In the commit aba8e9dd1280722b71335f71475f5885e1b856c6, I throw the parsing error out. Please tell me if this solution is acceptable for you. I think that unless you are using the async version GM.xmlHttpRequest, your code won't stop when there is a promise error.

Also, I implemented the basic APIs of GM_cookie in 567dcddb81046d1bcec564aa6f65a6b7ac3a13ed, but I am not very familar with the usage case of it. Could you please give some usage scenarios? So that I am more aware of what kind of functionalities should be included.

JingMatrix commented 1 year ago

For your fifth point, I found a way to implement it in Java.

Now the anonymous options fully control if the HTTP requests are stateless.

WhiteSevs commented 1 year ago

In the commit aba8e9d, I throw the parsing error out. Please tell me if this solution is acceptable for you. I think that unless you are using the async version GM.xmlHttpRequest, your code won't stop when there is a promise error.

Also, I implemented the basic APIs of GM_cookie in 567dcdd, but I am not very familar with the usage case of it. Could you please give some usage scenarios? So that I am more aware of what kind of functionalities should be included.

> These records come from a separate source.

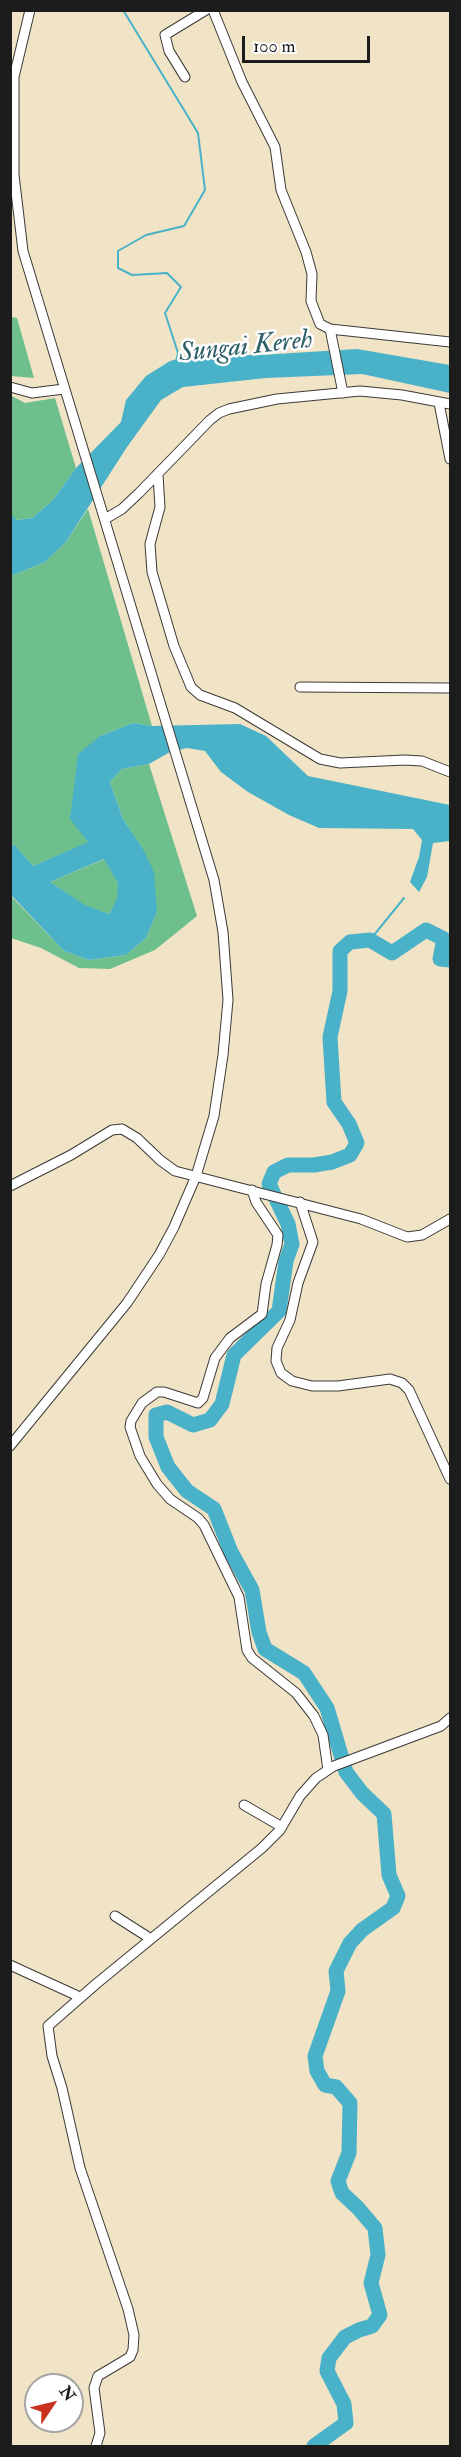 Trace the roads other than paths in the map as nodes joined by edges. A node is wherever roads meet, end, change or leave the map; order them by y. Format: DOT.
graph roads {
  1 [pos="30,10"];
  2 [pos="206,10"];
  3 [pos="213,10"];
  4 [pos="185,77"];
  5 [pos="330,329"];
  6 [pos="450,342"];
  7 [pos="10,387"];
  8 [pos="64,389"];
  9 [pos="342,390"];
  10 [pos="439,403"];
  11 [pos="450,404"];
  12 [pos="450,459"];
  13 [pos="158,475"];
  14 [pos="104,516"];
  15 [pos="300,687"];
  16 [pos="450,688"];
  17 [pos="450,772"];
  18 [pos="196,1176"];
  19 [pos="10,1186"];
  20 [pos="256,1190"];
  21 [pos="295,1201"];
  22 [pos="450,1219"];
  23 [pos="10,1446"];
  24 [pos="450,1479"];
  25 [pos="450,1718"];
  26 [pos="331,1768"];
  27 [pos="244,1805"];
  28 [pos="282,1827"];
  29 [pos="116,1916"];
  30 [pos="151,1939"];
  31 [pos="10,1965"];
  32 [pos="81,1997"];
  33 [pos="96,2446"];
  1 -- 8 [label="street"];
  2 -- 4 [label="street"];
  3 -- 5 [label="street"];
  5 -- 6 [label="street"];
  5 -- 9 [label="street"];
  7 -- 8 [label="street"];
  8 -- 14 [label="street"];
  9 -- 10 [label="street"];
  9 -- 13 [label="street"];
  10 -- 11 [label="street"];
  10 -- 12 [label="street"];
  13 -- 14 [label="street"];
  13 -- 17 [label="street"];
  14 -- 18 [label="street"];
  15 -- 16 [label="street"];
  18 -- 19 [label="street"];
  18 -- 20 [label="street"];
  18 -- 23 [label="street"];
  20 -- 21 [label="street"];
  20 -- 26 [label="street"];
  21 -- 22 [label="street"];
  21 -- 24 [label="street"];
  25 -- 26 [label="street"];
  26 -- 28 [label="street"];
  27 -- 28 [label="street"];
  28 -- 30 [label="street"];
  29 -- 30 [label="street"];
  30 -- 32 [label="street"];
  31 -- 32 [label="street"];
  32 -- 33 [label="street"];
} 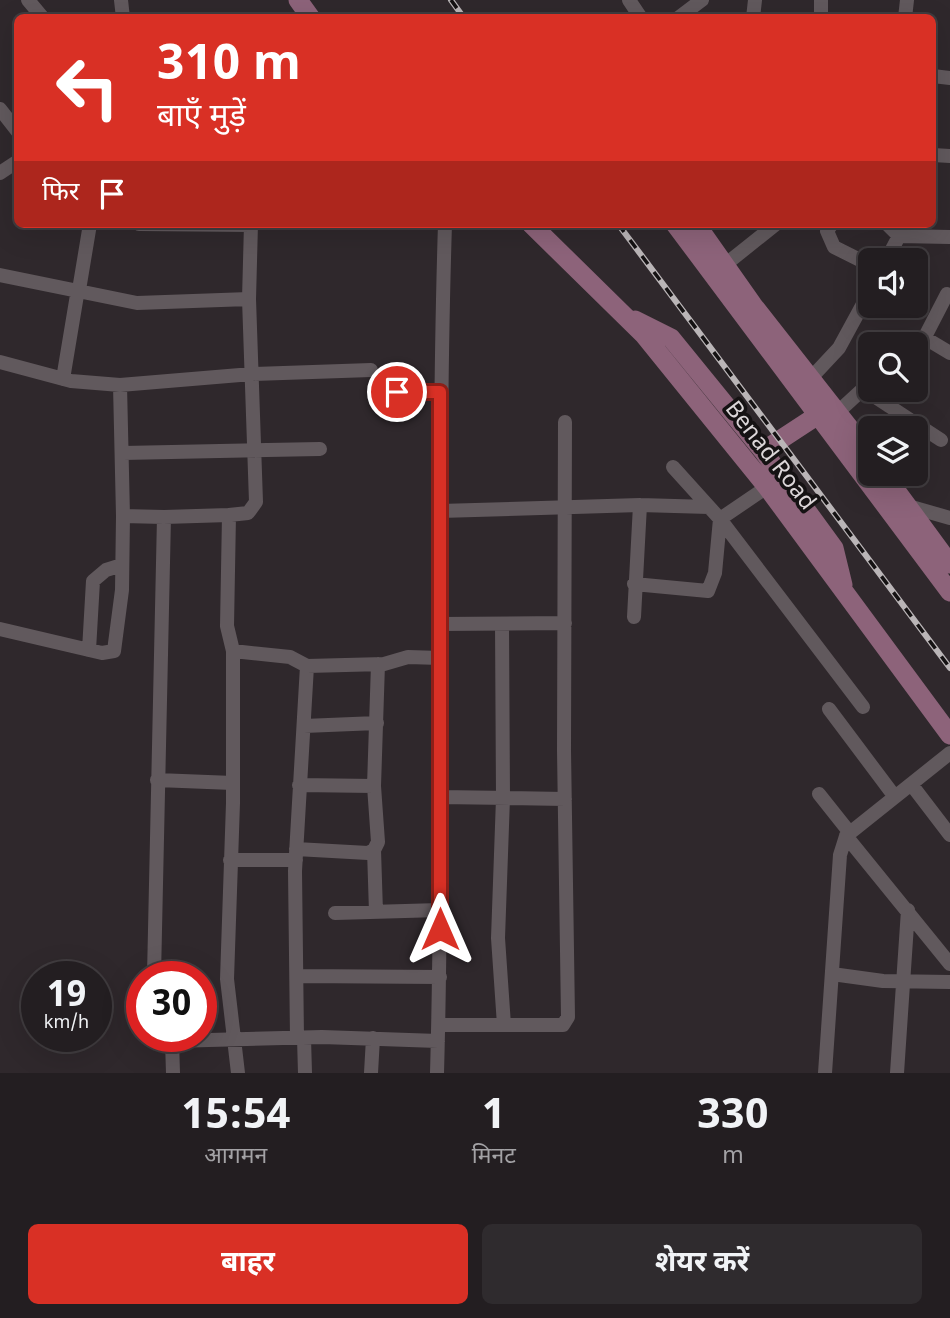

试了一下相较之前的并没太大区别，虽然在ChromeXt内抛出了JSON.parse错误，但是脚本的onload并未触发，我删除了自己脚本的responseType: "json"，自己在onload返回内对response.responseText进行了处理。

下面是一些我使用的GM_cookie的例子


// 用来获取用户是否登录的Cookie，该Cookie是HttpOnly，document.cookie无法获取到
function getCookie(cookieName) {
    return new Promise((resolve) => {
      GM_cookie.list({ name: cookieName }, function (cookies, error) {
        if (error) {
          resolve(null);
        } else {
          if (cookies.length == 0) {
            resolve(null);
          } else {
            resolve(cookies[0].value);
          }
        }
      });
    });
  }

await getCookie("userLogin")

WhiteSevs commented 1 year ago

我又找到一个关于response.responseText编码问题

GM_xmlhttpRequest({
    url:"https://tieba.baidu.com/f/search/res?isnew=1&kw=%C4%E6%CB%AE%BA%AE%CA%D6%D3%CE&qw=%CE%E8%D1%F4%B3%C7&un=&rn=10&pn=0&sd=&ed=&sm=1",
    method:"get",
    headers: {
    Referer: "https://tieba.baidu.com/f?ie=utf-8&kw=%E9%80%86%E6%B0%B4%E5%AF%92%E6%89%8B%E6%B8%B8",
    Host: "tieba.baidu.com",
    Accept:
      "text/html,application/xhtml+xml,application/xml;q=0.9,image/webp,image/apng,*/*;q=0.8,application/signed-exchange;v=b3;q=0.7",
  },
  responseType: "html",
    onload:(resp)=>{console.log(resp)}
})

在`TamperMonkey`中正常解码👇

在`ChromeXt`中乱码👇

猜测是content-type: text/html; charset=GBK的缘故？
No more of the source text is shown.